The Yellow Submarine is surfacing

Be afraid Liverpool, be very afraid. When the Reds were paired with Villarreal in the draw for the Europa League semi-finals, there were, quite incredibly, many Liverpool fans and commentators seemingly pleased to have drawn the tiny Spanish side. Yet what Villarreal, from a town of 50,000 people, lack in size, they make up for in footballing excellence. Especially this season.

The team nicknamed the Yellow Submarine on account of their all yellow attire enjoyed their most famous moment in the 2005-06 Champions League when they were a Jens Lehmann penalty save away from taking Arsenal’s place in the final. Since then that Yellow Submarine has sunk all the way to the second division in Spain, but it has surfaced again and is now on course for a return to the Champions League next season.

Unlike Thursday night’s opponents, Villarreal do not need to win the Europa League to book their ticket to Europe’s premier competition as they find themselves in fourth place and enjoy a four-point cushion with just three matches to go.

It has been quite a remarkable evolution for Villarreal over the past few years in order to get to this point. Under Coach Marcelino, Villarreal won promotion from Spain’s second tier to La Liga in 2013 with an attacking and possession-based brand of football, one which also saw them qualify for the Europa League in their first two seasons back in the League.

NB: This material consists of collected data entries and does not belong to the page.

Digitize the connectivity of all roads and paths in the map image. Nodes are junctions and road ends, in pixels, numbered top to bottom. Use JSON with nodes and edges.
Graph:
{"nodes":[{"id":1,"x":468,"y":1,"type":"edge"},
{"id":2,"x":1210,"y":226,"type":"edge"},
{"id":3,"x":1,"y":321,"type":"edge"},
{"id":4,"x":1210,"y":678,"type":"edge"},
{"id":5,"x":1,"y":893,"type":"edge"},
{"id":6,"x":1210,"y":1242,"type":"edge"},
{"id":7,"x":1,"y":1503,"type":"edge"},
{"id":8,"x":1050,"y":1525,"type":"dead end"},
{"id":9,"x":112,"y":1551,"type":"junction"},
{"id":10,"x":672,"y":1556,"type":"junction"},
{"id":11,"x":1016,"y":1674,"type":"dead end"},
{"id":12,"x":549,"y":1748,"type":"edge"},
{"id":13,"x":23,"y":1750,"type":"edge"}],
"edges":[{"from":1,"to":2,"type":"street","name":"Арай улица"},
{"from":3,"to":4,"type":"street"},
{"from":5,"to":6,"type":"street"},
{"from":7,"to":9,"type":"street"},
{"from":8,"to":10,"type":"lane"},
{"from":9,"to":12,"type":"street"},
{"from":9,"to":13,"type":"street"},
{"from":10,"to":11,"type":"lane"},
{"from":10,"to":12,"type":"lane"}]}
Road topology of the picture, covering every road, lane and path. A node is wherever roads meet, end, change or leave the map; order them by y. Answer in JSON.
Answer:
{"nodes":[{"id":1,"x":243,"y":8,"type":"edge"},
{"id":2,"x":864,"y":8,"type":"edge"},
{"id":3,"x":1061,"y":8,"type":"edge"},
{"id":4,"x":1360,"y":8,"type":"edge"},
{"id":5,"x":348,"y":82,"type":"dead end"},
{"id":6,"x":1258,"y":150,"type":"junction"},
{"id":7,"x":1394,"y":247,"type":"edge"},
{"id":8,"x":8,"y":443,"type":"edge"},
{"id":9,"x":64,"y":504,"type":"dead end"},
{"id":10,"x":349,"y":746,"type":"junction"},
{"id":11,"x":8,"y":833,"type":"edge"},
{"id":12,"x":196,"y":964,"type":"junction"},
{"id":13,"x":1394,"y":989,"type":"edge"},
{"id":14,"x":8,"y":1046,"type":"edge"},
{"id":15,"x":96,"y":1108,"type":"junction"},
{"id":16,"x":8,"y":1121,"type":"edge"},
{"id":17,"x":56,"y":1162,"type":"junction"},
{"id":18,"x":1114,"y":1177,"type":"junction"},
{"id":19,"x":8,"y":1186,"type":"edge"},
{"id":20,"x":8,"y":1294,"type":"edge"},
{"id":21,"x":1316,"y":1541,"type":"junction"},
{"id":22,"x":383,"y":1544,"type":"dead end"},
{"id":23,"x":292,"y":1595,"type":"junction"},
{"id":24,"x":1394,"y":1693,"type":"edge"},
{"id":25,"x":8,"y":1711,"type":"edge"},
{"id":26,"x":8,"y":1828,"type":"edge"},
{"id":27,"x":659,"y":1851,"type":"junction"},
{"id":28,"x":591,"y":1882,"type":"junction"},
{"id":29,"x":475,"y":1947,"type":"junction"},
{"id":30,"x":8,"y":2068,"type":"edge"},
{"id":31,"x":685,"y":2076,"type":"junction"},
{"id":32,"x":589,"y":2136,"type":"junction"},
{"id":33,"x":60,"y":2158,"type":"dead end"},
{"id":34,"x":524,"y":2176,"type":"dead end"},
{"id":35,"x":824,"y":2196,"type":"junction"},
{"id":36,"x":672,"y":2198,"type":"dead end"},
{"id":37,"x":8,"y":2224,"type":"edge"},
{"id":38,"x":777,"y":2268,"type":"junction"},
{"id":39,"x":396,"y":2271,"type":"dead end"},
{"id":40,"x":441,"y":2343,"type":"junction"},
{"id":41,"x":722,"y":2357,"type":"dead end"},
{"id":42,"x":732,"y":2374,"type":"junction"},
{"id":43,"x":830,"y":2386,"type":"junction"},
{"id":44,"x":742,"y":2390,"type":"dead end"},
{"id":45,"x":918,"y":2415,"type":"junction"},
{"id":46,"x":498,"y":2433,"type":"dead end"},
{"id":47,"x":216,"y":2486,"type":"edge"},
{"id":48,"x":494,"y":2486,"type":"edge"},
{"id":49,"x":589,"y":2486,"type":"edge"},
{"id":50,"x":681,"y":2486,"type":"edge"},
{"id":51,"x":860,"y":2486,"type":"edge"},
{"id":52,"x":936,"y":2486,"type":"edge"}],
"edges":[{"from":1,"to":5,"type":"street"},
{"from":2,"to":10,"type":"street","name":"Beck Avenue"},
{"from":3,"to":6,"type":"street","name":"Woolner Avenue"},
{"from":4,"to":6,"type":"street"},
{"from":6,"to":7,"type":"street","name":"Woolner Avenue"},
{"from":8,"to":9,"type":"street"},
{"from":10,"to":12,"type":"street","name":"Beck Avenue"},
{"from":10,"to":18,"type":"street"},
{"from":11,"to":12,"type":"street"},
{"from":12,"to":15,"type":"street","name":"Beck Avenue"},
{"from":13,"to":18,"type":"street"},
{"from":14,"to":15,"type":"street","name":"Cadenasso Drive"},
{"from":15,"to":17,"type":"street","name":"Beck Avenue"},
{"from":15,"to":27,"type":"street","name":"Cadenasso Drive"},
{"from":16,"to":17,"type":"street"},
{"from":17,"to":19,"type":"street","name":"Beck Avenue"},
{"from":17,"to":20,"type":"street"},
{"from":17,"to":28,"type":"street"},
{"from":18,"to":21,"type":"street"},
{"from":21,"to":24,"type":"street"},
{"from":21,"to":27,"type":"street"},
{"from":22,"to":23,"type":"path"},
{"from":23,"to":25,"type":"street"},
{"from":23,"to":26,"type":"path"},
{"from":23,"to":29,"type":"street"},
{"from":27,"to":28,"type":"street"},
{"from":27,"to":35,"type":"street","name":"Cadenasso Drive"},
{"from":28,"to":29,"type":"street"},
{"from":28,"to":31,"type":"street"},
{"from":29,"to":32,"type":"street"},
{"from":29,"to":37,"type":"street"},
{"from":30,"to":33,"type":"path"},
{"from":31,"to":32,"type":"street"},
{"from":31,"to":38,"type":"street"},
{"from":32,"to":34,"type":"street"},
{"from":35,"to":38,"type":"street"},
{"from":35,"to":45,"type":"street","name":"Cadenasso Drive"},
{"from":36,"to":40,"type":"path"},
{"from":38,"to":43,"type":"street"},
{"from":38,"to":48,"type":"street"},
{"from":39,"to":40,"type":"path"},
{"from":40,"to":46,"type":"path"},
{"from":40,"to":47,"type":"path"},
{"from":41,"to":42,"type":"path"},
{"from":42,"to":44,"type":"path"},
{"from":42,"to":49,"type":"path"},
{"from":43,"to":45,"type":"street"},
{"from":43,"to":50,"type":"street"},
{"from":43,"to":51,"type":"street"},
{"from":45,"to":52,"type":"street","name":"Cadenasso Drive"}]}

Yet this year Villarreal have become one of the best defences in La Liga. They have kept 16 clean sheets and conceded just 31 goals, which makes them the third best defence in the country behind Atletico Madrid and Barcelona. The number of goals they are conceding per match has gone down from 1.16 in 2013-14 to 0.97 last year and now to 0.89 this campaign, while the number of goals they are scoring per match has also fallen from 1.58 to 1.26 to 1.20 over the past three years. It doesn’t take much statistical analysis to notice their shift in priorities.

This Villarreal side is expert in soaking up pressure before breaking quickly. As soon as they win possession, which they either do from pressuring opponents high up the pitch or else from trusting their back four to steal the ball, they play long passes to their front men Cedric Bakambu and Roberto Soldado. That is not to say they are a team that just hoofs the ball up the park, rather Villarreal play long direct passes along the ground and into feet, making them all the more dangerous.

Soldado has found a new role as this team’s playmaker and is thriving in it, something that should worry Liverpool fans who most recently remember Soldado as a Tottenham Hotspur flop. In Soldado’s last season in Spain he scored 0.74 goals and provided 0.12 assists a match, but now he is scoring 0.21 goals per game and assisting 0.33. He now drops deep to collect the ball and has proven an expert at feeding Bakambu, who has scored nine goals in 11 Europa League matches.

With those two on top form and with a solid defence behind them, this is a team that can not only defeat Liverpool, but that can win this tournament.